History & Design
The elements of mystery of the indisputable success of this building are intriguing. It was designed in 1961 as a residential building for members of the political elites in the paradise location of Dubrovnik’s Sveti Jakov area by architect Mladen Frka. Its function was changed during construction and in 1963, it was completed as an annex to Hotel Argentina. Therefore, this building became a first herald of the reserved, rational architectural expression, rather different from the pre-war masterful realizations of other Dubrovnik’s hotels.
After additions were made in the 1970s, Villa Dubrovnik turned from an annex into a small hotel with around thirty rooms. Although it was given only three stars due to its spatial limitations, it was beyond all categories in many ways. Supreme food, hospitality, discretion towards and kind treatment of guests, unpretentiousness, its unique position on the rock with a view of the town, Lokrum, and the deep blue sea, a hidden beach, the paradisal appeal of the fragrances and colors of the old Mediterranean garden, the patina of the retaining walls and paths, contemplative silence and tranquility made this irresistibly charming hotel into a privileged place for the ultimate escape.
In 2003, the new owner decided to redesign the buidling and to transform it into a luxury design hotel with around sixty rooms, an indoor swimming pool, and a wellness center. The architects – Boris Fiolić and Mira Tadej – were not only asked to place the complex amenities on a steep cliff, in a protected landscape environment, but above all to preserve the hotel’s most valuable feature – the memory, image, and brand of Villa Dubrovnik.

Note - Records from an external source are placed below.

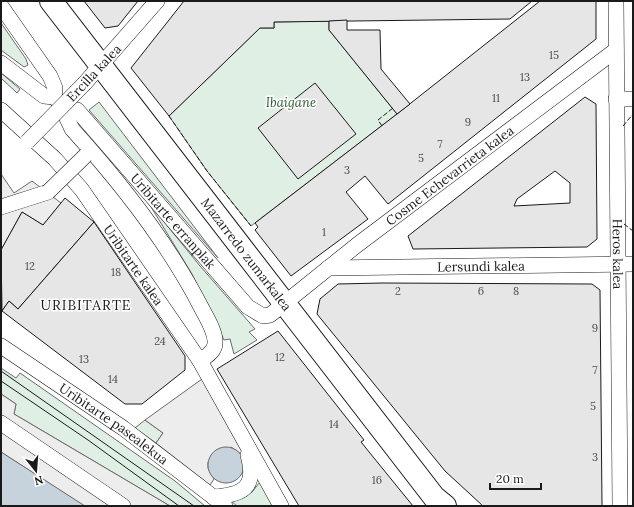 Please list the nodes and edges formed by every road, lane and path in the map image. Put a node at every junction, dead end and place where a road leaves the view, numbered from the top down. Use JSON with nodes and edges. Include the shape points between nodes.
{"nodes":[{"id":1,"x":51,"y":1,"type":"edge"},
{"id":2,"x":157,"y":1,"type":"edge"},
{"id":3,"x":616,"y":1,"type":"edge"},
{"id":4,"x":1,"y":6,"type":"edge"},
{"id":5,"x":616,"y":50,"type":"junction"},
{"id":6,"x":1,"y":63,"type":"edge"},
{"id":7,"x":101,"y":67,"type":"junction"},
{"id":8,"x":54,"y":97,"type":"junction"},
{"id":9,"x":616,"y":99,"type":"junction"},
{"id":10,"x":633,"y":99,"type":"edge"},
{"id":11,"x":67,"y":109,"type":"junction"},
{"id":12,"x":1,"y":110,"type":"edge"},
{"id":13,"x":27,"y":142,"type":"dead end"},
{"id":14,"x":89,"y":152,"type":"junction"},
{"id":15,"x":1,"y":207,"type":"edge"},
{"id":16,"x":626,"y":264,"type":"edge"},
{"id":17,"x":328,"y":268,"type":"junction"},
{"id":18,"x":285,"y":304,"type":"junction"},
{"id":19,"x":1,"y":346,"type":"edge"},
{"id":20,"x":200,"y":361,"type":"junction"},
{"id":21,"x":1,"y":424,"type":"edge"},
{"id":22,"x":244,"y":439,"type":"junction"},
{"id":23,"x":219,"y":501,"type":"edge"},
{"id":24,"x":123,"y":506,"type":"edge"},
{"id":25,"x":281,"y":506,"type":"edge"},
{"id":26,"x":445,"y":506,"type":"edge"},
{"id":27,"x":620,"y":506,"type":"edge"}],
"edges":[{"from":1,"to":7,"type":"main road","name":"Mazarredo zumarkalea"},
{"from":2,"to":7,"type":"street","name":"Ercilla kalea"},
{"from":3,"to":5,"type":"street","name":"Heros kalea"},
{"from":4,"to":8,"type":"street","via":[[50,76],[55,88]]},
{"from":5,"to":9,"type":"street","name":"Heros kalea"},
{"from":5,"to":17,"type":"street","name":"Cosme Echevarrieta kalea"},
{"from":6,"to":8,"type":"street","name":"Uribitarte erranplak","via":[[44,96]]},
{"from":7,"to":13,"type":"street","name":"Ercilla kalea","bridge":true},
{"from":7,"to":18,"type":"main road","name":"Mazarredo zumarkalea"},
{"from":8,"to":11,"type":"street","name":"Uribitarte erranplak"},
{"from":9,"to":10,"type":"street"},
{"from":9,"to":16,"type":"street","name":"Heros kalea"},
{"from":11,"to":14,"type":"street","name":"Uribitarte erranplak","via":[[65,114],[72,128]]},
{"from":11,"to":18,"type":"street","name":"Uribitarte erranplak","via":[[77,110],[248,307],[263,316],[270,315]]},
{"from":12,"to":20,"type":"street","name":"Uribitarte kalea","via":[[55,159],[82,190]]},
{"from":14,"to":15,"type":"street","bridge":true,"via":[[48,192]]},
{"from":14,"to":20,"type":"street","name":"Uribitarte erranplak","via":[[142,212],[194,292],[216,343],[214,351]]},
{"from":16,"to":17,"type":"street","name":"Lersundi kalea"},
{"from":16,"to":27,"type":"street","name":"Heros kalea"},
{"from":17,"to":18,"type":"street","name":"Cosme Echevarrieta kalea"},
{"from":18,"to":26,"type":"main road","name":"Mazarredo zumarkalea","via":[[434,496]]},
{"from":19,"to":23,"type":"street","name":"Uribitarte pasealekua","via":[[123,428]]},
{"from":20,"to":22,"type":"street","name":"Uribitarte kalea"},
{"from":21,"to":24,"type":"street"},
{"from":22,"to":23,"type":"street","name":"Uribitarte kalea","via":[[252,477],[240,491]]},
{"from":22,"to":25,"type":"street","name":"Uribitarte kalea"}]}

On the upper side of the hotel, symbolical aspects of the new entrance and hypertrophied Otranto retaining walls have been skilfully used to create an atrium of dramatic, almost de Chirico-like atmosphere, which reflects the powerful introvert calmness of a meditative enclosure. On the side facing the sea, the inherited character of the Mediterranean garden terrace has been preserved. Carefully designed roofs hide the roof bar, the highest point from which you can enjoy a unique view. The interior expression is elegant, simple, clear, close to a contemporary interpretation of the early reduced interiors of the first design hotels by Ricardo Legorreta, Anouska Hempel or Antonio Citterio. In spite of all the obstacles, architects Boris Fiolić and Mira Tadej have created a mature, clear, and restrained work within which the former spirit, atmosphere, and memory of Villa Dubrovnik continue to live a new life.
The entire ambience of the Sveti Jakov area’s unquestionable beauty was protected according to conservationists’ propositions, as well as Villa Dubrovnik itself – a modest work of early 1960s modern architecture whose essential, formative aspect was actually not material, but made of thousands of fragments of atmosphere, memory, and spirit of the place.